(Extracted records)
....
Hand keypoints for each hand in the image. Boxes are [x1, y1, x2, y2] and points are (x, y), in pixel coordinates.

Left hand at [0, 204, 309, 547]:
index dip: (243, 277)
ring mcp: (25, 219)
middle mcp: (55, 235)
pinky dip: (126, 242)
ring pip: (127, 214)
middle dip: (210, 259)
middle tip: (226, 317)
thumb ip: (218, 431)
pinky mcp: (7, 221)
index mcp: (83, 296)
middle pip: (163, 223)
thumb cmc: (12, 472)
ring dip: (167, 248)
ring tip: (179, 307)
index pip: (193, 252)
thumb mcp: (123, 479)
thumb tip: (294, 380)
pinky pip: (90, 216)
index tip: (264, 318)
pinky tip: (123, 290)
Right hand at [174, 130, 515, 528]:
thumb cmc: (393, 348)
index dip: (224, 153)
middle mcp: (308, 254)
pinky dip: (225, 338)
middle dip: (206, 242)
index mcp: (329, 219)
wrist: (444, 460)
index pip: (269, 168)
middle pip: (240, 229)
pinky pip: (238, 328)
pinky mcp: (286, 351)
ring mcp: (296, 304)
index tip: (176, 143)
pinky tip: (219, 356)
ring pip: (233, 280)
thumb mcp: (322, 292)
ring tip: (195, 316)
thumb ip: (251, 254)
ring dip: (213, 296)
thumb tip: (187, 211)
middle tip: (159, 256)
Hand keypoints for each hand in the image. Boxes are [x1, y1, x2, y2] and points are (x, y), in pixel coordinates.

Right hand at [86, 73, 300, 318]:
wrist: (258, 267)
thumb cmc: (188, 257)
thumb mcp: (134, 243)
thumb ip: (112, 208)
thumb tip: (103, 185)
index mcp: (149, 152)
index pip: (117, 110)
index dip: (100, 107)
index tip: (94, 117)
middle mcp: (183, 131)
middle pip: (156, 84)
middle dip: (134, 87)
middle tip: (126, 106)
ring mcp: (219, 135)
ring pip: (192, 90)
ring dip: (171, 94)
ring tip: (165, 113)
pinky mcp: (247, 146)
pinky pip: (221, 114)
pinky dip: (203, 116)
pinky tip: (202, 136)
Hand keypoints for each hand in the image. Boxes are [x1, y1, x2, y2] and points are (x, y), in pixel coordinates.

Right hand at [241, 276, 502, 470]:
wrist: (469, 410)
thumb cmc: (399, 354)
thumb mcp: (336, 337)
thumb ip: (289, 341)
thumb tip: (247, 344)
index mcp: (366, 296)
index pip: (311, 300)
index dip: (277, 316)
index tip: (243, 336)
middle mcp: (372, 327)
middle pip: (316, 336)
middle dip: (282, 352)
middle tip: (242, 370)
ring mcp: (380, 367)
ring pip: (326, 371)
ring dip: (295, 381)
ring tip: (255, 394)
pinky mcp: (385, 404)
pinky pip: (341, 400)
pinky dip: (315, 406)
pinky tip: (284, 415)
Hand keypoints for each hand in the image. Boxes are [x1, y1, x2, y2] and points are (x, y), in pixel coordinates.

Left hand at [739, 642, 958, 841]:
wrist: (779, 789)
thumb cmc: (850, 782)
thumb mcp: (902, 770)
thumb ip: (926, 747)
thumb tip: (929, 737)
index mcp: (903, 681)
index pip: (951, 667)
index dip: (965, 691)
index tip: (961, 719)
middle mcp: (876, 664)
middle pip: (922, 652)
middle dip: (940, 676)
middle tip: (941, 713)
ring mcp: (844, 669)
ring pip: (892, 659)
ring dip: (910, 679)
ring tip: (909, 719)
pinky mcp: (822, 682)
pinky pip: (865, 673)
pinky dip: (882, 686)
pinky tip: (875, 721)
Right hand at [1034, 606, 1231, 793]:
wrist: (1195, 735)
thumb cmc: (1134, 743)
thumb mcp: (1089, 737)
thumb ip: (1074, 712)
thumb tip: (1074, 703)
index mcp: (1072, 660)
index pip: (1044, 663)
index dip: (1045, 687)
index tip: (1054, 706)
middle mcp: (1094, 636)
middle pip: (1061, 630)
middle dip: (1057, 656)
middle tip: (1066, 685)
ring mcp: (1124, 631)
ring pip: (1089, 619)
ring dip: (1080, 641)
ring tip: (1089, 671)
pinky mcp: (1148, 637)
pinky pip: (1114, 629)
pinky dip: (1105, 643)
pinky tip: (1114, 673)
....
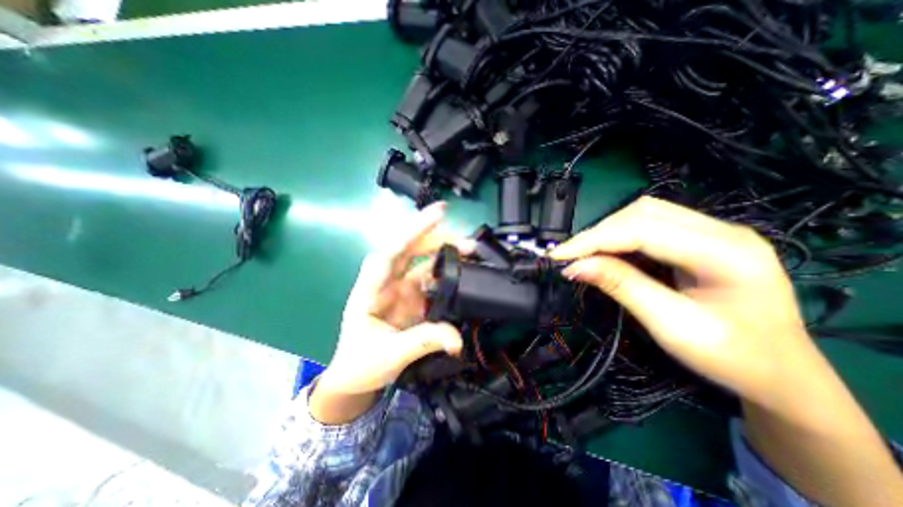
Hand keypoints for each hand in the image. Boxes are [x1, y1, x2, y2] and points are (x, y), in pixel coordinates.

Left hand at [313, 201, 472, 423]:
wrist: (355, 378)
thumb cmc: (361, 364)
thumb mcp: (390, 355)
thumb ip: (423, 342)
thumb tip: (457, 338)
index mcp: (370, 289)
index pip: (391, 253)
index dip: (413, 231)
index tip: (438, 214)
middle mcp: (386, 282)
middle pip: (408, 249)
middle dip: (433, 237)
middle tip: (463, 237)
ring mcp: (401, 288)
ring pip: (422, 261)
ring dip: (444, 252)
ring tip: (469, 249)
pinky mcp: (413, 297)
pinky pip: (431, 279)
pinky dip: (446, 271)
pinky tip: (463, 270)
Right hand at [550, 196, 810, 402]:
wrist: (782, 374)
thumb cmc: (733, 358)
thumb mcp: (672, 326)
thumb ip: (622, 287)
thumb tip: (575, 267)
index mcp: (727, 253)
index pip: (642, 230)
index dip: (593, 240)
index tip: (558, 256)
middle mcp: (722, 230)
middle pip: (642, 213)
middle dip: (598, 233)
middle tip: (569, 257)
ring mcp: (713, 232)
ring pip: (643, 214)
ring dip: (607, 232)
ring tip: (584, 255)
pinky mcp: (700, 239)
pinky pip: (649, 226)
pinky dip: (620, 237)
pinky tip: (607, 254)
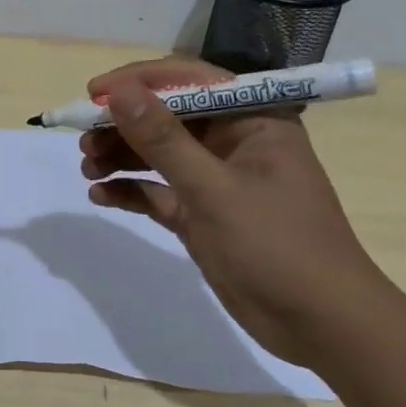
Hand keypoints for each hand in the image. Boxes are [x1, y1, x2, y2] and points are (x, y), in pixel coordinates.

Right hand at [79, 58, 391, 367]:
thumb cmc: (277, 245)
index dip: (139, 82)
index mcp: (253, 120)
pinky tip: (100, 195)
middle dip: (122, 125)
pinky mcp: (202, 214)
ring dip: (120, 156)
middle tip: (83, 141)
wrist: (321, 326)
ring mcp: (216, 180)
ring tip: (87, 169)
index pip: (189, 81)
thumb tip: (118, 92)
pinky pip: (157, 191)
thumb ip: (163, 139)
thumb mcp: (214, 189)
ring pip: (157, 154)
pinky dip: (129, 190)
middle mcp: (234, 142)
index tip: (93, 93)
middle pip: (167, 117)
....
## ACTION ITEM:
Taking the records above, retype every line from the one with "index mcp: (366, 296)" down to the one with "pinky tip: (1114, 673)", exactly and with nothing else.

## ANSWER SECTION:
index mcp: (366, 296)
index pip: (311, 300)
index dip: (277, 316)
index tip: (243, 336)
middle mcp: (372, 327)
middle pip: (316, 336)
middle dip: (282, 352)
middle tip: (242, 370)
ring mcp: (380, 367)
ring pip: (326, 371)
ring dip: (295, 381)
ring tip: (255, 394)
pinky mcp: (385, 404)
pinky pip: (341, 400)
pinky dip: (315, 406)
pinky tip: (284, 415)
Hand keypoints for each hand in the image. Boxes are [x1, y1, x2, y2] and points are (x, y), in pixel coordinates.

Left hand at [739, 642, 958, 841]:
wrist: (779, 789)
thumb cmc: (850, 782)
thumb mcp: (902, 770)
thumb ip: (926, 747)
thumb tip: (929, 737)
index mcp: (903, 681)
index pip: (951, 667)
index dip: (965, 691)
index tip: (961, 719)
middle mcp: (876, 664)
middle pip: (922, 652)
middle dip: (940, 676)
middle tip: (941, 713)
ring mcp: (844, 669)
ring pip: (892, 659)
ring dip: (910, 679)
ring tip: (909, 719)
pinky mcp: (822, 682)
pinky pip: (865, 673)
pinky dip: (882, 686)
pinky tip: (875, 721)
Right hand at [1034, 606, 1231, 793]:
wrist: (1195, 735)
thumb cmc: (1134, 743)
thumb mcp: (1089, 737)
thumb ip: (1074, 712)
thumb tip: (1074, 703)
index mcp: (1072, 660)
index pip: (1044, 663)
index dip: (1045, 687)
index tip: (1054, 706)
middle mcp: (1094, 636)
middle pip: (1061, 630)
middle dip: (1057, 656)
middle tip: (1066, 685)
ring mcp: (1124, 631)
ring pip: (1089, 619)
ring dip: (1080, 641)
ring tip: (1089, 671)
pinky mcp: (1148, 637)
pinky pip: (1114, 629)
pinky dip: (1105, 643)
pinky tip: (1114, 673)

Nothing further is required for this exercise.